Retype the entries below word for word, leaving none out.
- - -
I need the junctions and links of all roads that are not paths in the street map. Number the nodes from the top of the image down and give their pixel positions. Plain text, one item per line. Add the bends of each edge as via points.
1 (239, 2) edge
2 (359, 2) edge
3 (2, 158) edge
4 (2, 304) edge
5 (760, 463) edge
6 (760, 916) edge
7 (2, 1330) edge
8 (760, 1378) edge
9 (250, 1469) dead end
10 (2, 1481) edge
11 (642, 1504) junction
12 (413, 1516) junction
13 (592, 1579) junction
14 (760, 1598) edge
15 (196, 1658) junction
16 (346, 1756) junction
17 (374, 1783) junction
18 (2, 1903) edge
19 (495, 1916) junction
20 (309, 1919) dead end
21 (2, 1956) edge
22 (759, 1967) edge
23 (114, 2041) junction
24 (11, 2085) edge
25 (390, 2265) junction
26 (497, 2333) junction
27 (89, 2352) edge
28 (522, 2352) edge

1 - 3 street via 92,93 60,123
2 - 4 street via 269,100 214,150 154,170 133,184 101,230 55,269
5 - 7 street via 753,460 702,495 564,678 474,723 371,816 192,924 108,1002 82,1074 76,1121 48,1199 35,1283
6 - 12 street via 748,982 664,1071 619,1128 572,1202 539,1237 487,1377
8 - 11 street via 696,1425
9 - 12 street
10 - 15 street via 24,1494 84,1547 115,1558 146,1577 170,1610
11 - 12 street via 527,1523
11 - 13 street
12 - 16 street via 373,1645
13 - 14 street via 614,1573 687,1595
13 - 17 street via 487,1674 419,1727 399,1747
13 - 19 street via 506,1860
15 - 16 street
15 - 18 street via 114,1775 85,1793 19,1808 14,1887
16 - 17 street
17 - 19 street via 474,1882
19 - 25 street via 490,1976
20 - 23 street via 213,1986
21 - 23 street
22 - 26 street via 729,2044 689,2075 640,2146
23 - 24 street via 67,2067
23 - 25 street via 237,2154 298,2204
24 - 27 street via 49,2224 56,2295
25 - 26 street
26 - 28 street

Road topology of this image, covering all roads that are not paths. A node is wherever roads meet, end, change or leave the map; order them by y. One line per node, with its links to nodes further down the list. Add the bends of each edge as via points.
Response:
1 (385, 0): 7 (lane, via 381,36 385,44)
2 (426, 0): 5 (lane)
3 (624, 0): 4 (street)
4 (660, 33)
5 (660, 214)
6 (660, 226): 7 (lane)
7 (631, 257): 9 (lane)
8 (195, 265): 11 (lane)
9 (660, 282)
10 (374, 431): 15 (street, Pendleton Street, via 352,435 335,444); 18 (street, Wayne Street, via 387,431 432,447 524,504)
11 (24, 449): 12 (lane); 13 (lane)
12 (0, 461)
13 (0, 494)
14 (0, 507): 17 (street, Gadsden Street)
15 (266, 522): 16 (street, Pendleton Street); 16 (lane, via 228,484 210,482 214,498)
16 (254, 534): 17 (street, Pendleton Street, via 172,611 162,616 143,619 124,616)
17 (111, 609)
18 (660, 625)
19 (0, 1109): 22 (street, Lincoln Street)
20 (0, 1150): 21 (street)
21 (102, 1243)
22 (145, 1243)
- - -
RESULT BELOW:
I need the junctions and links of all roads that are not paths in the street map. Number the nodes from the top of the image down and give their pixel positions. Plain text, one item per line. Add the bends of each edge as via points.
1 (239, 2) edge
2 (359, 2) edge
3 (2, 158) edge
4 (2, 304) edge
5 (760, 463) edge
6 (760, 916) edge
7 (2, 1330) edge
8 (760, 1378) edge
9 (250, 1469) dead end
10 (2, 1481) edge
11 (642, 1504) junction
12 (413, 1516) junction
13 (592, 1579) junction
14 (760, 1598) edge
15 (196, 1658) junction
16 (346, 1756) junction
17 (374, 1783) junction
18 (2, 1903) edge
19 (495, 1916) junction
20 (309, 1919) dead end
21 (2, 1956) edge
22 (759, 1967) edge
23 (114, 2041) junction
24 (11, 2085) edge
25 (390, 2265) junction
26 (497, 2333) junction
27 (89, 2352) edge
28 (522, 2352) edge

1 - 3 street via 92,93 60,123
2 - 4 street via 269,100 214,150 154,170 133,184 101,230 55,269
5 - 7 street via 753,460 702,495 564,678 474,723 371,816 192,924 108,1002 82,1074 76,1121 48,1199 35,1283
6 - 12 street via 748,982 664,1071 619,1128 572,1202 539,1237 487,1377
8 - 11 street via 696,1425
9 - 12 street
10 - 15 street via 24,1494 84,1547 115,1558 146,1577 170,1610
11 - 12 street via 527,1523
11 - 13 street
12 - 16 street via 373,1645
13 - 14 street via 614,1573 687,1595
13 - 17 street via 487,1674 419,1727 399,1747
13 - 19 street via 506,1860
15 - 16 street
15 - 18 street via 114,1775 85,1793 19,1808 14,1887
16 - 17 street
17 - 19 street via 474,1882
19 - 25 street via 490,1976
20 - 23 street via 213,1986
21 - 23 street
22 - 26 street via 729,2044 689,2075 640,2146
23 - 24 street via 67,2067
23 - 25 street via 237,2154 298,2204
24 - 27 street via 49,2224 56,2295
25 - 26 street
26 - 28 street

Road topology of this image, covering all roads that are not paths. A node is wherever roads meet, end, change or leave the map; order them by y. One line per node, with its links to nodes further down the list. Add the bends of each edge as via points.
Response:
1 (385, 0): 7 (lane, via 381,36 385,44)
2 (426, 0): 5 (lane)
3 (624, 0): 4 (street)
4 (660, 33)
5 (660, 214)
6 (660, 226): 7 (lane)
7 (631, 257): 9 (lane)
8 (195, 265): 11 (lane)
9 (660, 282)
10 (374, 431): 15 (street, Pendleton Street, via 352,435 335,444); 18 (street, Wayne Street, via 387,431 432,447 524,504)
11 (24, 449): 12 (lane); 13 (lane)
12 (0, 461)
13 (0, 494)
14 (0, 507): 17 (street, Gadsden Street)
15 (266, 522): 16 (street, Pendleton Street); 16 (lane, via 228,484 210,482 214,498)
16 (254, 534): 17 (street, Pendleton Street, via 172,611 162,616 143,619 124,616)
17 (111, 609)
18 (660, 625)
19 (0, 1109): 22 (street, Lincoln Street)
20 (0, 1150): 21 (street)
21 (102, 1243)
22 (145, 1243)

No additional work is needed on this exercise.